EXERCISE OBJECTIVE: Return every record exactly. Omit nothing.

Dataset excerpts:
-- Opening Marker --

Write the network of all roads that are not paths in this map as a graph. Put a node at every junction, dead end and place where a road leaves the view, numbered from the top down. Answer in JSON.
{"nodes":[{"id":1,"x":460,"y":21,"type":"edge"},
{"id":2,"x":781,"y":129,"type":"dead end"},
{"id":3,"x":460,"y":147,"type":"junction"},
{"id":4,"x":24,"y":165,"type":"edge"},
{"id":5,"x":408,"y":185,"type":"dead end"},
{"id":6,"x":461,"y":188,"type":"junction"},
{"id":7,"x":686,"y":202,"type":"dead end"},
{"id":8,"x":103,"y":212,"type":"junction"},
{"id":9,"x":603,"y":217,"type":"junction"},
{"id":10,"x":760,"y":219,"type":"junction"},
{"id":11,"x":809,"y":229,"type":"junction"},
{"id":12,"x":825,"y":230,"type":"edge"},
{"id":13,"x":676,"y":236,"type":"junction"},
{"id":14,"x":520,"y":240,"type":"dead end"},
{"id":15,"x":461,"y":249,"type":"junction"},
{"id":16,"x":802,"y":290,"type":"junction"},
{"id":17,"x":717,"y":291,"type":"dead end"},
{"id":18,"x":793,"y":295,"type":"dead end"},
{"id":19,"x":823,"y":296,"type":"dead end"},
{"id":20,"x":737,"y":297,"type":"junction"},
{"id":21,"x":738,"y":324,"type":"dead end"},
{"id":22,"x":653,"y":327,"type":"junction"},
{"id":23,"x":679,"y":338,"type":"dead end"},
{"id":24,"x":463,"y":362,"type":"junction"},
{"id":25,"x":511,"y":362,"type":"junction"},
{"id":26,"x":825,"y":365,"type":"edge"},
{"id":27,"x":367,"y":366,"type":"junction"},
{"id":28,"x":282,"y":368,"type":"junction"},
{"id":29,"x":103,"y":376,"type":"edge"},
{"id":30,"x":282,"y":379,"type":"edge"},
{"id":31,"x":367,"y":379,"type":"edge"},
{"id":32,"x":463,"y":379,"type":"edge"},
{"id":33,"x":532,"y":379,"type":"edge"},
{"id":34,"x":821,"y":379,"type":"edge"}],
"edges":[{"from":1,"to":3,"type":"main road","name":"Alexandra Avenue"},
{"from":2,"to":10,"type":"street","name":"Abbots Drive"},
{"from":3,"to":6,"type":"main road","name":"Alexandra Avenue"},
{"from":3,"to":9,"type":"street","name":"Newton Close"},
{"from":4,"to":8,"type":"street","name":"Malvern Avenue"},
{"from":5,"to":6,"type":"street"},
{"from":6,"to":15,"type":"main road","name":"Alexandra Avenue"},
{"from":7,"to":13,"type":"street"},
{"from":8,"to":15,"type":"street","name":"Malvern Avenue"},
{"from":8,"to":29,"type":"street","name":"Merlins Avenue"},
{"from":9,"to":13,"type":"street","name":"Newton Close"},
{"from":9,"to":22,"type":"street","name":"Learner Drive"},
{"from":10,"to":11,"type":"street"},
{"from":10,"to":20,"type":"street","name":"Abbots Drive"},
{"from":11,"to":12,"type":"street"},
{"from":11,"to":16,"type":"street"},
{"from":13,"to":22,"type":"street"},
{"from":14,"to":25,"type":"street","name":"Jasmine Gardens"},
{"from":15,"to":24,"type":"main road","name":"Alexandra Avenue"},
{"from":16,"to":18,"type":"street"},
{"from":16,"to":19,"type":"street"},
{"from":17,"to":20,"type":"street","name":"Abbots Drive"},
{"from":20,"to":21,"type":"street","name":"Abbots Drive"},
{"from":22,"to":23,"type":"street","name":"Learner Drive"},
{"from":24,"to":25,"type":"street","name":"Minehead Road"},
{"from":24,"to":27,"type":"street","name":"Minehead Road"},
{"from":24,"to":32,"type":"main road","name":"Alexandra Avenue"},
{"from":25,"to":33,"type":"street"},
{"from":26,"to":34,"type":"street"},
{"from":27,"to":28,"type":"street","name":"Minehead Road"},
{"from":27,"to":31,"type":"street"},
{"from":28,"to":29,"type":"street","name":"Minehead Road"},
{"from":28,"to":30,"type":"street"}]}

-- Closing Marker --

SOLUTION:
Write the network of all roads that are not paths in this map as a graph. Put a node at every junction, dead end and place where a road leaves the view, numbered from the top down. Answer in JSON.
{"nodes":[{"id":1,"x":460,"y":21,"type":"edge"},
{"id":2,"x":781,"y":129,"type":"dead end"},
{"id":3,"x":460,"y":147,"type":"junction"},
{"id":4,"x":24,"y":165,"type":"edge"},
{"id":5,"x":408,"y":185,"type":"dead end"},
{"id":6,"x":461,"y":188,"type":"junction"},
{"id":7,"x":686,"y":202,"type":"dead end"},
{"id":8,"x":103,"y":212,"type":"junction"},
{"id":9,"x":603,"y":217,"type":"junction"},
{"id":10,"x":760,"y":219,"type":"junction"},
{"id":11,"x":809,"y":229,"type":"junction"},
{"id":12,"x":825,"y":230,"type":"edge"},
{"id":13,"x":676,"y":236,"type":"junction"},
{"id":14,"x":520,"y":240,"type":"dead end"},
{"id":15,"x":461,"y":249,"type":"junction"},
{"id":16,"x":802,"y":290,"type":"junction"},
{"id":17,"x":717,"y":291,"type":"dead end"},
{"id":18,"x":793,"y":295,"type":"dead end"},
{"id":19,"x":823,"y":296,"type":"dead end"},
{"id":20,"x":737,"y":297,"type":"junction"},
{"id":21,"x":738,"y":324,"type":"dead end"},
{"id":22,"x":653,"y":327,"type":"junction"},
{"id":23,"x":679,"y":338,"type":"dead end"},
{"id":24,"x":463,"y":362,"type":"junction"},
{"id":25,"x":511,"y":362,"type":"junction"},
{"id":26,"x":825,"y":365,"type":"edge"},
{"id":27,"x":367,"y":366,"type":"junction"},
{"id":28,"x":282,"y":368,"type":"junction"},
{"id":29,"x":103,"y":376,"type":"edge"},
{"id":30,"x":282,"y":379,"type":"edge"},
{"id":31,"x":367,"y":379,"type":"edge"},
{"id":32,"x":463,"y":379,"type":"edge"},
{"id":33,"x":532,"y":379,"type":"edge"},
{"id":34,"x":821,"y":379,"type":"edge"}],
"edges":[{"from":1,"to":3,"type":"main road","name":"Alexandra Avenue"},
{"from":2,"to":10,"type":"street","name":"Abbots Drive"},
{"from":3,"to":6,"type":"main road","name":"Alexandra Avenue"},
{"from":3,"to":9,"type":"street","name":"Newton Close"},
{"from":4,"to":8,"type":"street","name":"Malvern Avenue"},
{"from":5,"to":6,"type":"street"},
{"from":6,"to":15,"type":"main road","name":"Alexandra Avenue"},
{"from":7,"to":13,"type":"street"},
{"from":8,"to":15,"type":"street","name":"Malvern Avenue"},
{"from":8,"to":29,"type":"street","name":"Merlins Avenue"},
{"from":9,"to":13,"type":"street","name":"Newton Close"},
{"from":9,"to":22,"type":"street","name":"Learner Drive"},
{"from":10,"to":11,"type":"street"},
{"from":10,"to":20,"type":"street","name":"Abbots Drive"},
{"from":11,"to":12,"type":"street"},
{"from":11,"to":16,"type":"street"},
{"from":13,"to":22,"type":"street"},
{"from":14,"to":25,"type":"street","name":"Jasmine Gardens"},
{"from":15,"to":24,"type":"main road","name":"Alexandra Avenue"},
{"from":16,"to":18,"type":"street"},
{"from":16,"to":19,"type":"street"},
{"from":17,"to":20,"type":"street","name":"Abbots Drive"},
{"from":20,"to":21,"type":"street","name":"Abbots Drive"},
{"from":22,"to":23,"type":"street","name":"Learner Drive"},
{"from":24,"to":25,"type":"street","name":"Minehead Road"},
{"from":24,"to":27,"type":"street","name":"Minehead Road"},
{"from":24,"to":32,"type":"main road","name":"Alexandra Avenue"},
{"from":25,"to":33,"type":"street"},
{"from":26,"to":34,"type":"street"},
{"from":27,"to":28,"type":"street","name":"Minehead Road"},
{"from":27,"to":31,"type":"street"},
{"from":28,"to":29,"type":"street","name":"Minehead Road"},
{"from":28,"to":30,"type":"street"}]}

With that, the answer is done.